TASK STATEMENT
Filter the records below for the word "image". Copy each line that holds it.

SUPPLIED RECORDS
========================================================================

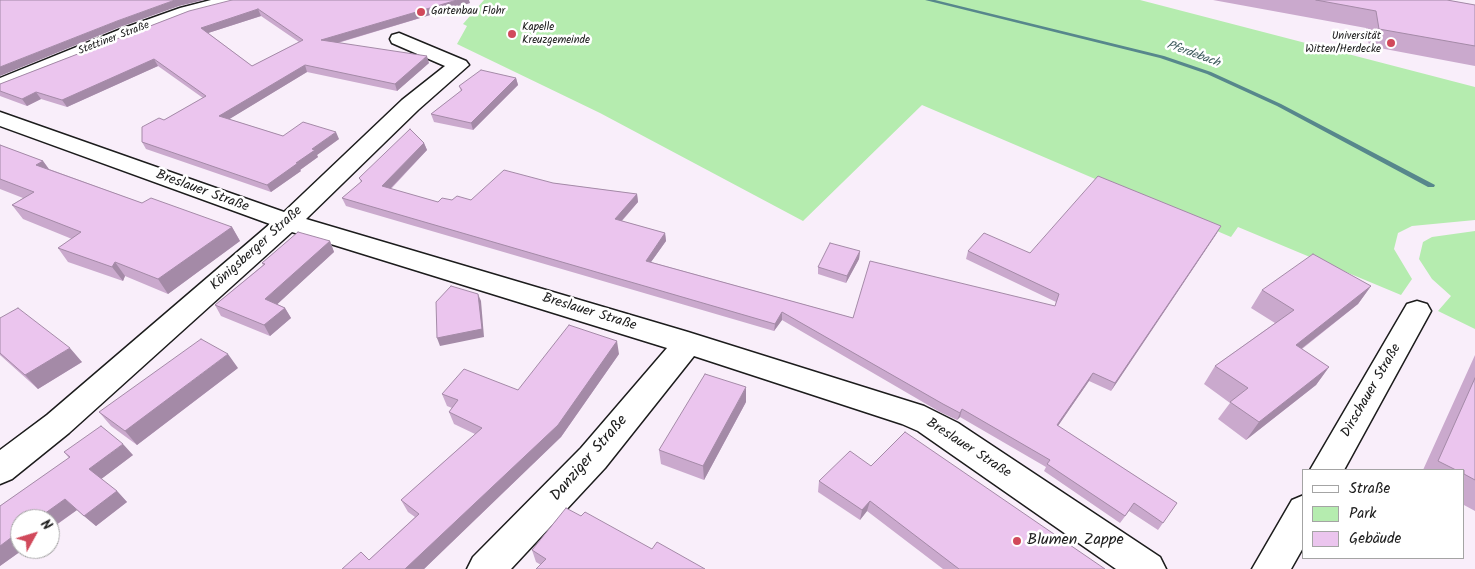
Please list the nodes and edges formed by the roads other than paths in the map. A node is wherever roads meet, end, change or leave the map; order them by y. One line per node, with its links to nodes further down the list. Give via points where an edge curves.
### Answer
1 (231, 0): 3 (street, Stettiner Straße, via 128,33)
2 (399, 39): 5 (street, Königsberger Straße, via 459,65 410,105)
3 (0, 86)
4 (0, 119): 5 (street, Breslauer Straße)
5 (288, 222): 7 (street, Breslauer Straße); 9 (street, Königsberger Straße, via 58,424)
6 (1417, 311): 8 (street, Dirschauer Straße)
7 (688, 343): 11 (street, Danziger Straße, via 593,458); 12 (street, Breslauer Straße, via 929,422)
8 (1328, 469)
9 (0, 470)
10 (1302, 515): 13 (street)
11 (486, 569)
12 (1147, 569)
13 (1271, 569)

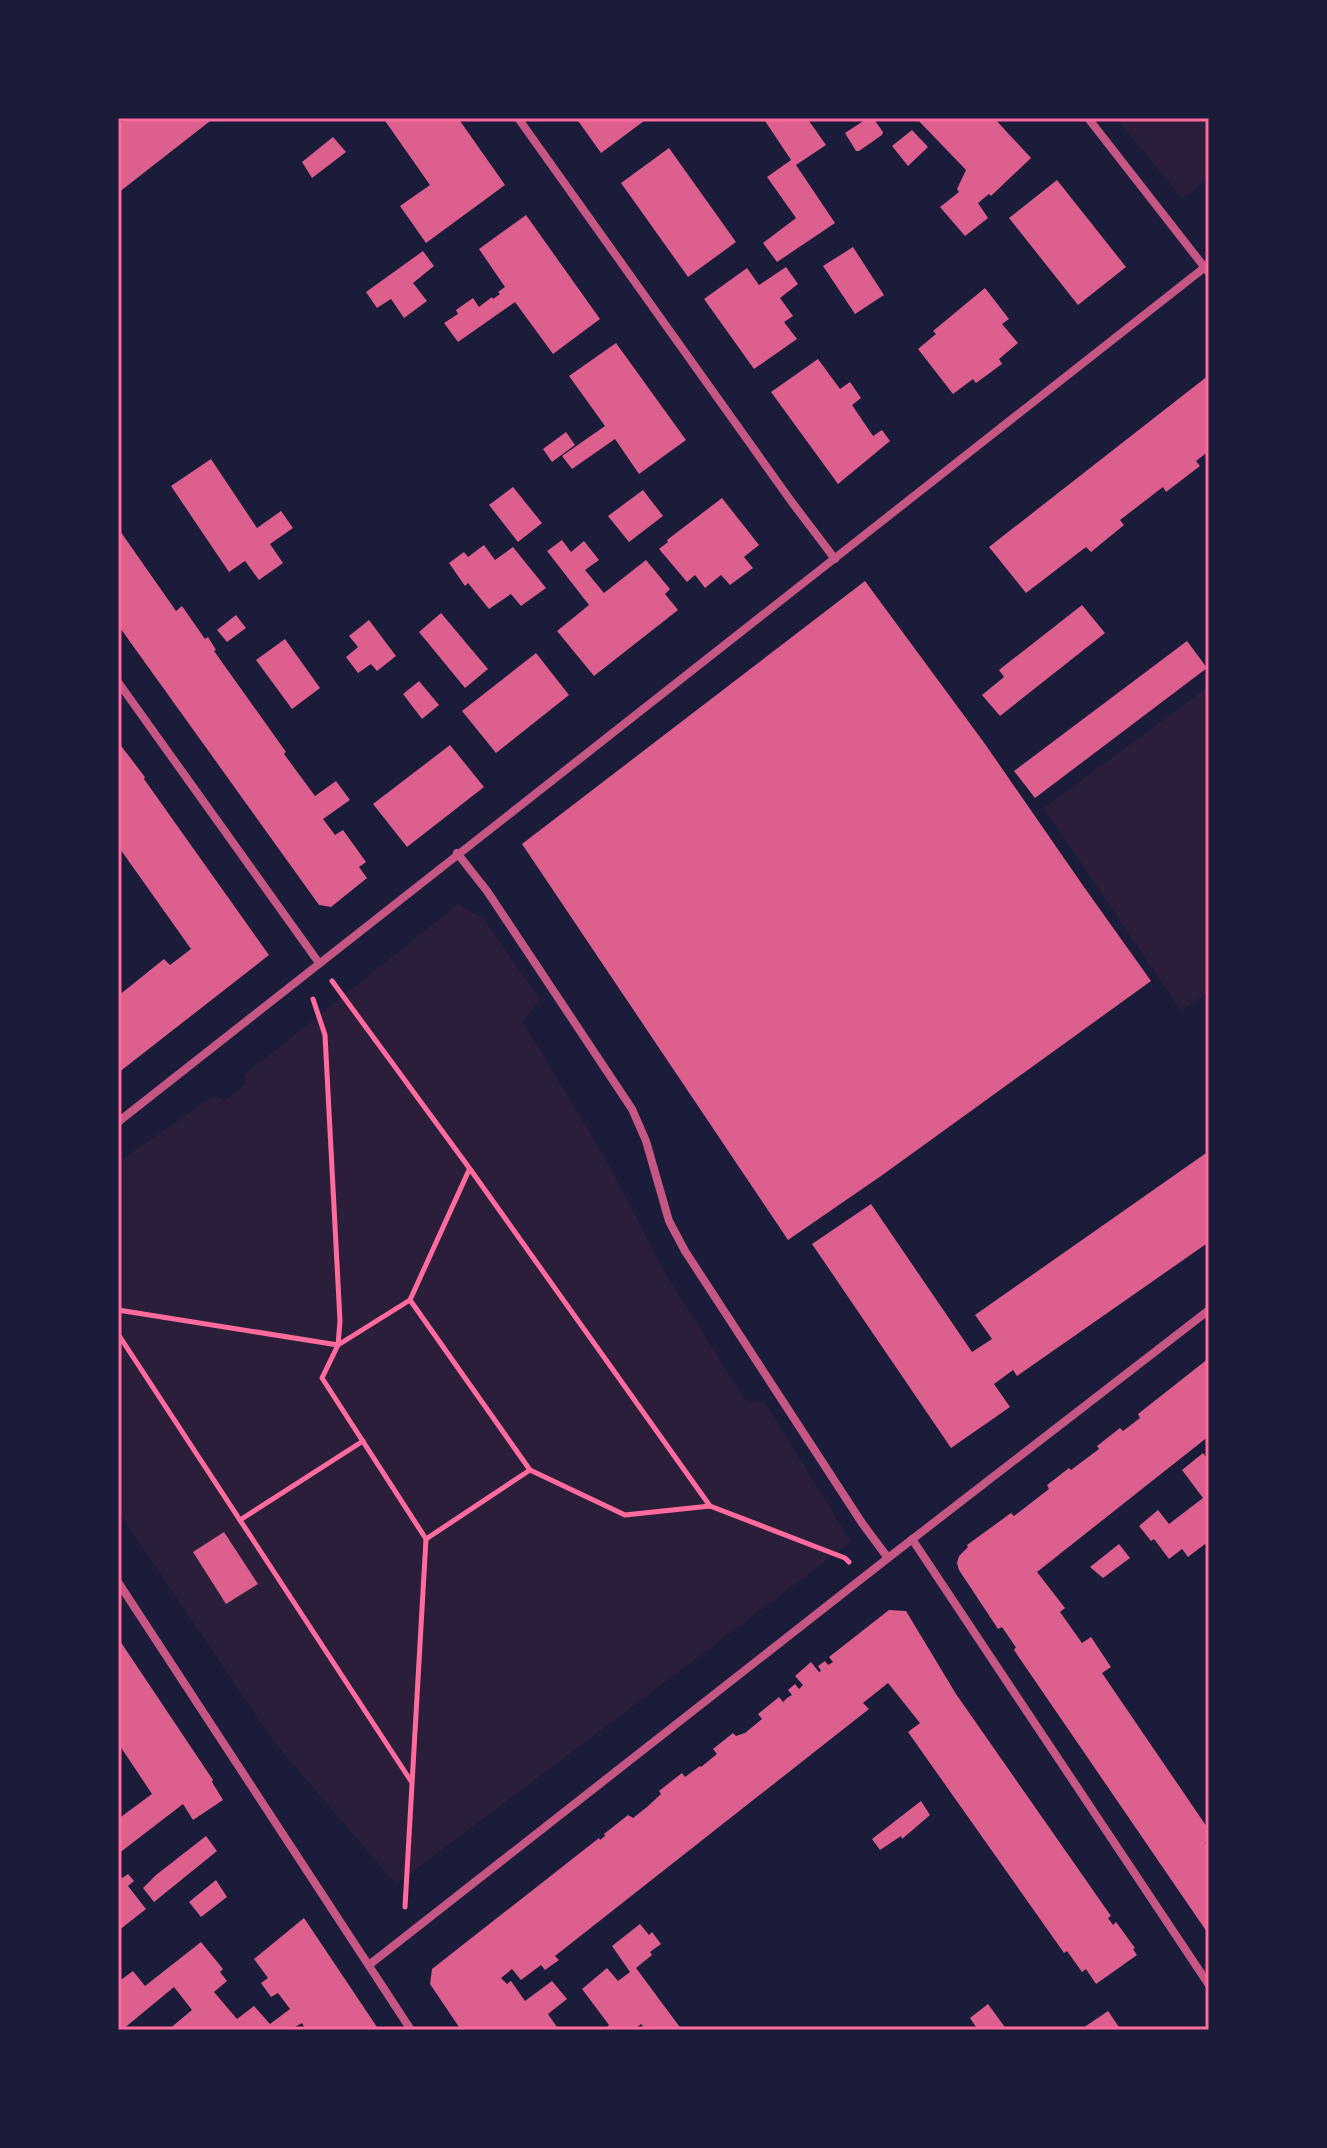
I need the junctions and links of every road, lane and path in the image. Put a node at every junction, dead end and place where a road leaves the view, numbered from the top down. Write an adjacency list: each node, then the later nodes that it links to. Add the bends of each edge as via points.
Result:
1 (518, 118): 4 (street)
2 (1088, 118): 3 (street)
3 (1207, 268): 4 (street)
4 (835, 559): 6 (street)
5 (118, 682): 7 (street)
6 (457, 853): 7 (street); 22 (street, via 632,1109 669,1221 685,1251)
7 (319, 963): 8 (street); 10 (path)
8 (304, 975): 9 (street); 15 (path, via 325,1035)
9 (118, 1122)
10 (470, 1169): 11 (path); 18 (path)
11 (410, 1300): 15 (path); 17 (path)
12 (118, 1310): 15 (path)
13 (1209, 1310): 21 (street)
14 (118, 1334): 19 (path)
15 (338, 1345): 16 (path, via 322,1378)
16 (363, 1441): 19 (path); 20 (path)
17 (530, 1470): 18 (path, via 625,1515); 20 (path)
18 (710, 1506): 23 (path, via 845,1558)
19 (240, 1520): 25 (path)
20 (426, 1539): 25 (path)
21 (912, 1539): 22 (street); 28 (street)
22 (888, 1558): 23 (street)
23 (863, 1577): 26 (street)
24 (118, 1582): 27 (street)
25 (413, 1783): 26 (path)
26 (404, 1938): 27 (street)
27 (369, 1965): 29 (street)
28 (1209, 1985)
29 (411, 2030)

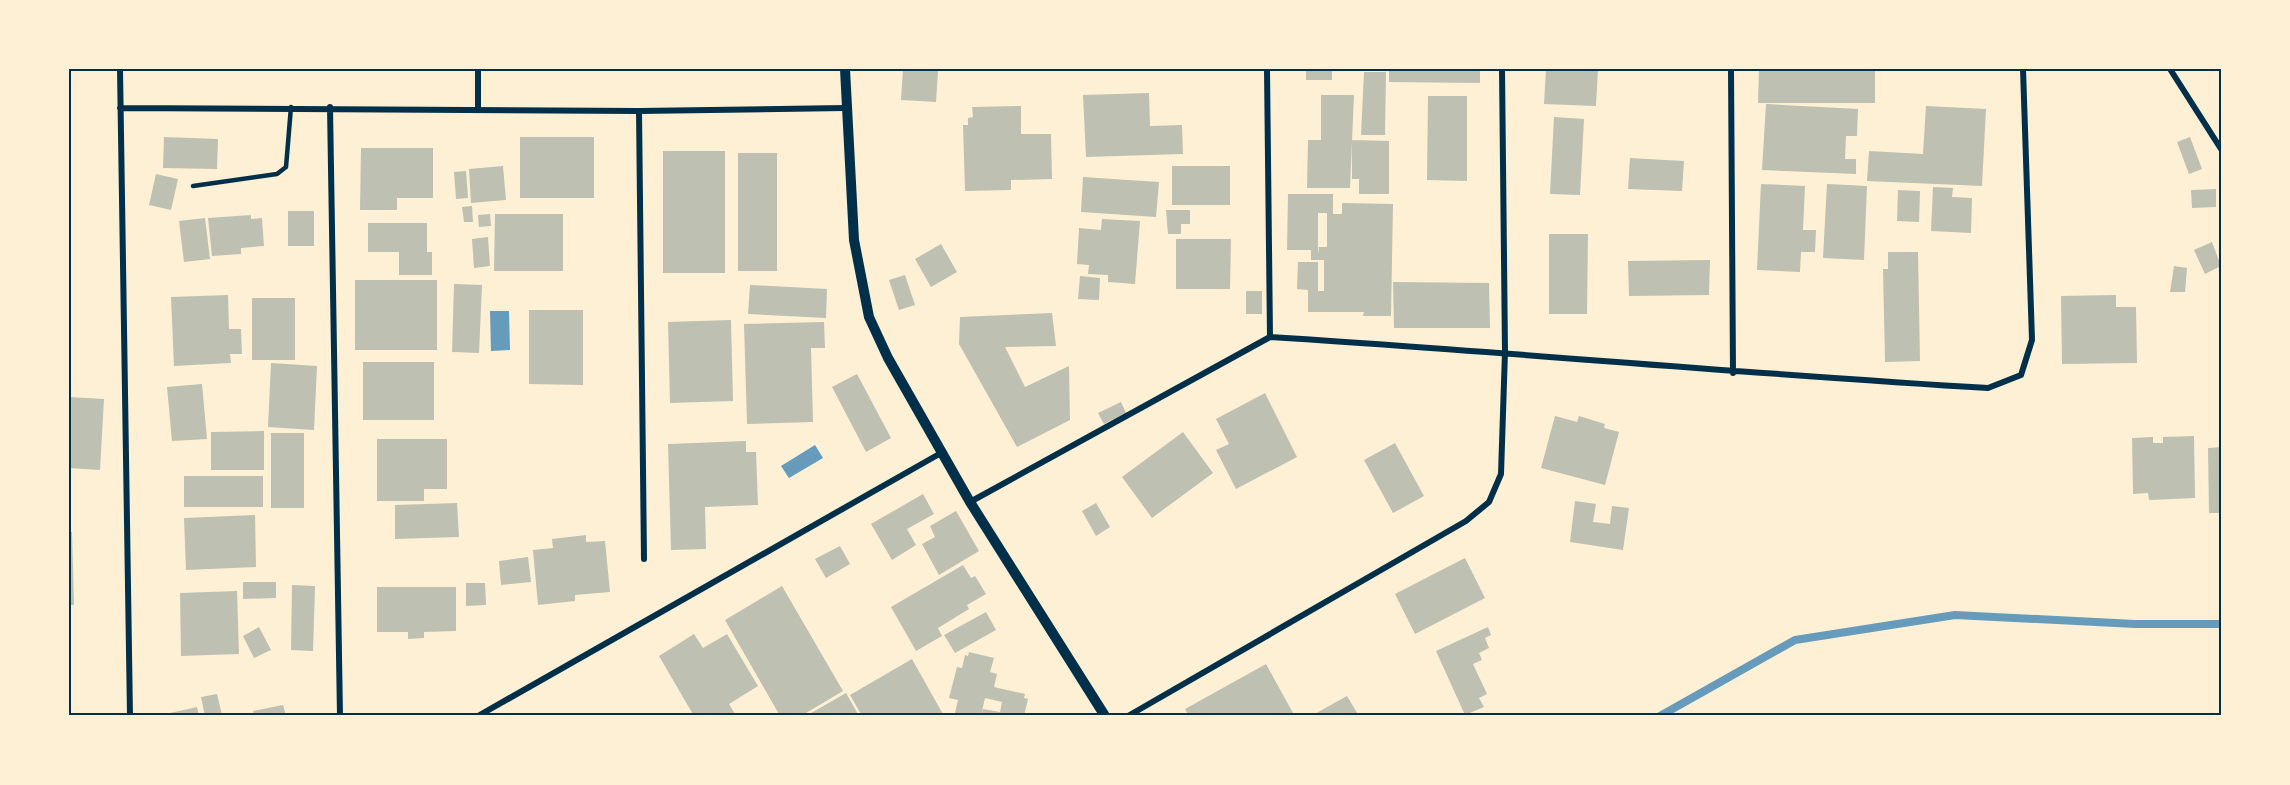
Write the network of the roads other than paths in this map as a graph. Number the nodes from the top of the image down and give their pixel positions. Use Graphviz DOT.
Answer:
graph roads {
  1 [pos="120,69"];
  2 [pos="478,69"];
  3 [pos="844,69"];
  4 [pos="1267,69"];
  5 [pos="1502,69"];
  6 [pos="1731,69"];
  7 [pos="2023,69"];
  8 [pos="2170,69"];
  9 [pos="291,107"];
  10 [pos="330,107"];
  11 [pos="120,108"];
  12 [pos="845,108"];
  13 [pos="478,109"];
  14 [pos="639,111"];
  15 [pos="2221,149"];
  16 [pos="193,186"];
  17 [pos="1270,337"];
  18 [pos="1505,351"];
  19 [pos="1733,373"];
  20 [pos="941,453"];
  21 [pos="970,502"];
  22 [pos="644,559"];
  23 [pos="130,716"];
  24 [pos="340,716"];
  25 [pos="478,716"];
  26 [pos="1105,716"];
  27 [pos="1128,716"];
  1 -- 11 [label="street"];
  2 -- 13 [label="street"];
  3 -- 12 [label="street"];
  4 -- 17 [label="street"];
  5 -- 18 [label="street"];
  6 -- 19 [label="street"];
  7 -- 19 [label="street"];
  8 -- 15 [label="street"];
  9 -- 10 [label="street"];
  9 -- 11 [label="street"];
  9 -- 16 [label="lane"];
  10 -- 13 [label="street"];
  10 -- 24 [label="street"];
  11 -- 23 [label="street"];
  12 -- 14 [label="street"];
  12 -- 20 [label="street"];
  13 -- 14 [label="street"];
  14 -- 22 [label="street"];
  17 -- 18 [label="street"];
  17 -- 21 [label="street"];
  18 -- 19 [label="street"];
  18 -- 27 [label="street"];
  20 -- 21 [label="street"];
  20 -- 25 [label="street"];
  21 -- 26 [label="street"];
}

========================================================================

TASK RESPONSE
I need the junctions and links of every road, lane and path in the image. Put a node at every junction, dead end and place where a road leaves the view, numbered from the top down. Write an adjacency list: each node, then the later nodes that it links to. Add the bends of each edge as via points.
Write the network of the roads other than paths in this map as a graph. Number the nodes from the top of the image down and give their pixel positions. Use Graphviz DOT.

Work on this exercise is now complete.